What’s next for power electronics? A Q&A with Rob Ivester, Department of Energy

photo_rob_ivesterThe Department of Energy is working with North Carolina State University and a number of private industry partners to breathe life into PowerAmerica, also known as the Next Generation Power Electronics National Manufacturing Innovation Institute. Rob Ivester, Deputy Director-Advanced Manufacturing Office for the U.S. Department of Energy, is help leading the institute’s charge to speed technological innovation from concept to reality. He answered a Q&A to talk more about the institute’s goals and mission.

  1. What is the mission of PowerAmerica?

There is an ever-increasing global demand for power due not only to increasing population, but also a tremendous increase in the use of powered devices. This creates a tremendous strain on the environment. Additionally, the U.S. now imports more advanced technology products than it exports. To fix this, we need to grow our domestic manufacturing capacity and our high-skilled workforce.

PowerAmerica is developing advanced manufacturing processes that will enable large-scale production of wide bandgap semiconductor-based power electronics, which allow electronic systems to be smaller, faster, and more efficient than power electronics made from silicon.

Adoption of wide bandgap electronics will drive a wave of everyday products that deliver higher value with lower and cleaner energy use from grid transformers to electric motors to laptop chargers.

  1. What types of technologies are in development at the institute?

PowerAmerica is working with wide bandgap semiconductor materials. These include materials like silicon carbide and gallium nitride, which have the potential to reduce the size and weight of many electronic devices, along with improving their performance. While we’ve known about the superiority of wide bandgap materials over their silicon counterparts for decades, we currently lack the manufacturing processes to mass produce them cost effectively.

We’re collaborating to develop the materials, devices and modules to help realize the potential of wide bandgap semiconductors. The PowerAmerica partners are working together to improve both manufacturing reliability and performance, while simultaneously bringing down the cost.

We’ve strategically chosen a wide range of applications for these wide bandgap materials to diversify the portfolio. These projects will not only lead to new products using silicon carbide- and gallium nitride-based power electronics with an immediate improvement in energy performance, but will simultaneously build demand and help industry scale up their production volume.

  1. How is the institute helping with regional economic development and workforce training?

One of the reasons manufacturing is such an important sector of the economy is its large multiplier effect. Successful manufacturers have a positive impact in other sectors such as logistics and IT.

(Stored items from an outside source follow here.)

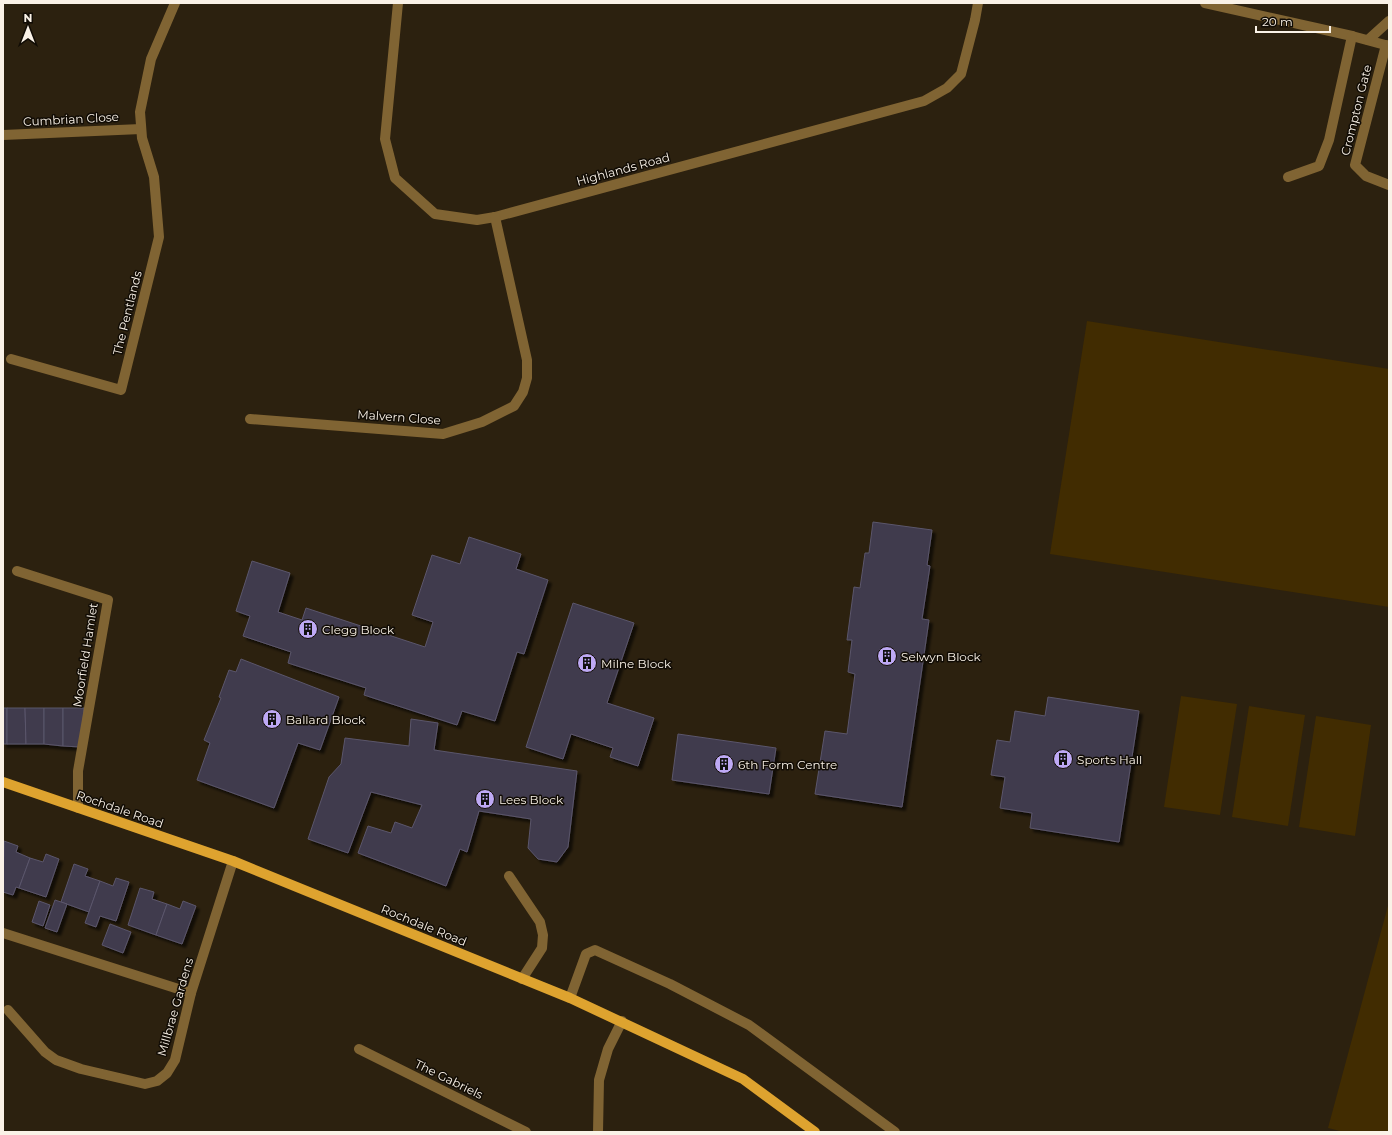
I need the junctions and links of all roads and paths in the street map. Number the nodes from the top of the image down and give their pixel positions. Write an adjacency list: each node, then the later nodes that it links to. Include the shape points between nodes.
1 (175, 3): 9 (street, via 152,59 140,112)
2 (398, 3): 13 (street, Highlands Road, via 385,139 395,178 435,214 477,220)
3 (978, 3): 13 (street, Highlands Road, via 961,74 947,88 924,101)
4 (1205, 3): 6 (street)
5 (1389, 22): 7 (street)
6 (1352, 36): 7 (street); 11 (street, via 1329,140 1319,166)
7 (1368, 40): 8 (street)
8 (1388, 45): 12 (street, Crompton Gate, via 1355,165 1366,176)
9 (141, 129): 10 (street, Cumbrian Close); 14 (street, The Pentlands, via 154,177 159,237 121,390)
10 (3, 135)
11 (1288, 177)
12 (1389, 185)
13 (495, 217): 15 (street, Malvern Close, via 528,360 523,392 514,406 482,422 443,434)
14 (11, 359)
15 (250, 419)
16 (17, 572): 18 (street, Moorfield Hamlet, via 108,600 78,771)
17 (3, 782): 18 (main road, Rochdale Road)
18 (78, 808): 19 (main road, Rochdale Road)
19 (233, 860): 22 (main road, Rochdale Road); 23 (street, Millbrae Gardens)
20 (509, 876): 22 (street, via 540,922 543,935 542,948)
21 (3, 933): 23 (street)
22 (522, 979): 24 (main road, Rochdale Road)
23 (191, 993): 25 (street, Millbrae Gardens, via 175,1060 167,1073 157,1081 145,1084 81,1069 56,1060 45,1052)
24 (570, 998): 26 (main road, Rochdale Road); 31 (street, via 586,954 595,950 670,984 749,1025)
25 (8, 1010)
26 (622, 1022): 29 (street, via 608,1049 599,1080); 30 (main road, Rochdale Road, via 743,1079)
27 (359, 1049): 28 (street, The Gabriels)
28 (526, 1132)
29 (598, 1132)
30 (815, 1132)
31 (895, 1132)

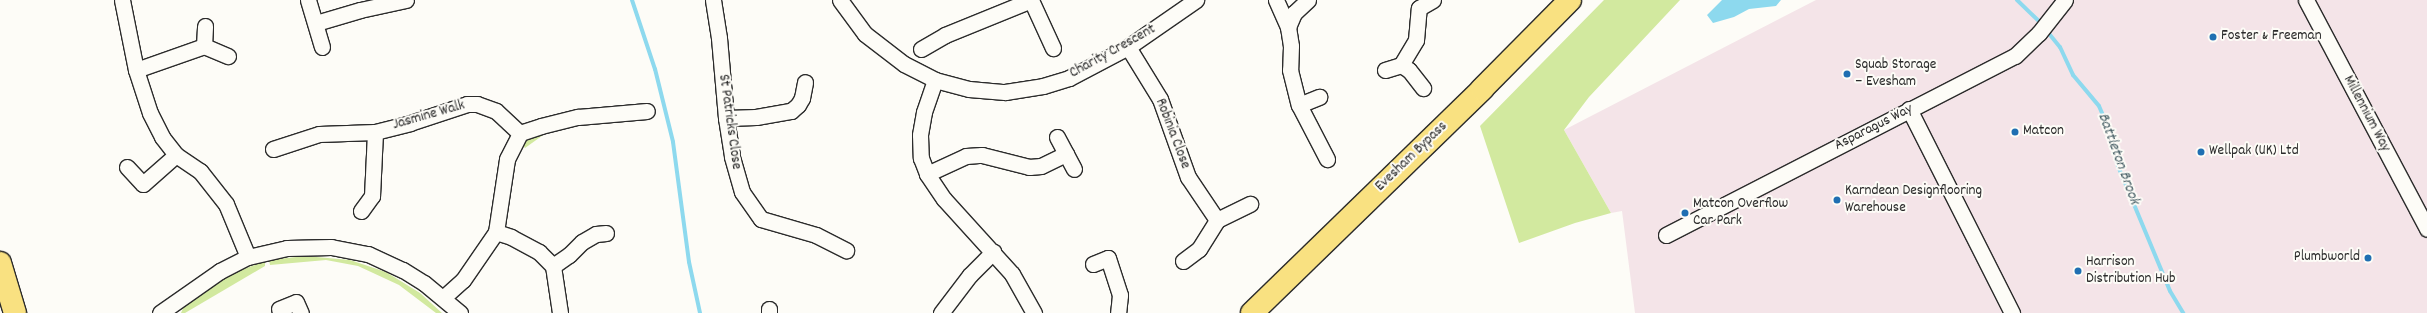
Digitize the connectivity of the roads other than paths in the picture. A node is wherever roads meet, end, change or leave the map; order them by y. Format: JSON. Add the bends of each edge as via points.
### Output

The Institute members are spread from coast to coast. As one hub in the National Network for Manufacturing Innovation, PowerAmerica is working to bolster advanced manufacturing across the country, not just one region.  We’ll be sharing best practices and collaborating with other manufacturing institutes, like AmericaMakes, on joint projects.

One thrust area of PowerAmerica is a comprehensive workforce development program to create a pipeline of talent ready to support industry’s needs.  We’re working with high school and community college instructors to incorporate power electronics in their curricula. Along with our academic partners, PowerAmerica is offering research experiences for undergraduate students. The Institute will be using hybrid education models for a master’s program that take advantage of advances in distance education. We’ve also developed a novel partnership with MEPs to offer professional training for industry.

  1. What types of members do you have at the institute?

The membership includes national labs, so we are able to leverage their expertise and facilities. We also have nonprofit partners like trade associations, professional associations, and standards bodies. Additionally, our academic partners bring the fundamental science expertise to address the high priority technical challenges faced by companies throughout the supply chain.

The industry members are the real heart of the institute. The needs of the industry are the driving force of PowerAmerica and it’s crucial that we can help them identify and address their challenges.

  1. What are the benefits of good collaboration between business, government, and academia?

We want to exploit the full potential of wide bandgap materials by developing new design tools, new processes, new techniques, and providing feedback up and down the supply chain.  It’s going to take government, nonprofits and academia working together with industry to make that happen. The government can work with industry to establish policies that promote competitiveness of domestic manufacturers.  Nonprofits can help to establish new standards. In workforce development, academics deliver the training, but they must collaborate with companies to develop a curriculum that’s relevant and useful for industry.

  1. What would you like to see the institute accomplish in the next 5 to 10 years?

The institute itself needs to be self-sustaining after 5 years, so that’s a goal we’ll certainly need to meet.  But what we really hope to do is give U.S. manufacturers a head start and competitive edge in the emerging wide bandgap market.

Wide bandgap technology has the potential to reshape the global market for power electronic components by increasing the efficiency of everything that uses power electronics: industrial motors, consumer electronics, renewable energy systems, data centers, lighting. We want companies to introduce new products into the marketplace with vastly improved energy efficiencies. As one specific example, the international lighting market alone is projected to reach $84 billion by 2020 – that’s only 6 years away – and we want to help U.S. manufacturers capture the wide bandgap semiconductor and lighting markets.  In fact, we’re eager to position the nation to take advantage of all the other opportunities WBG technologies will bring.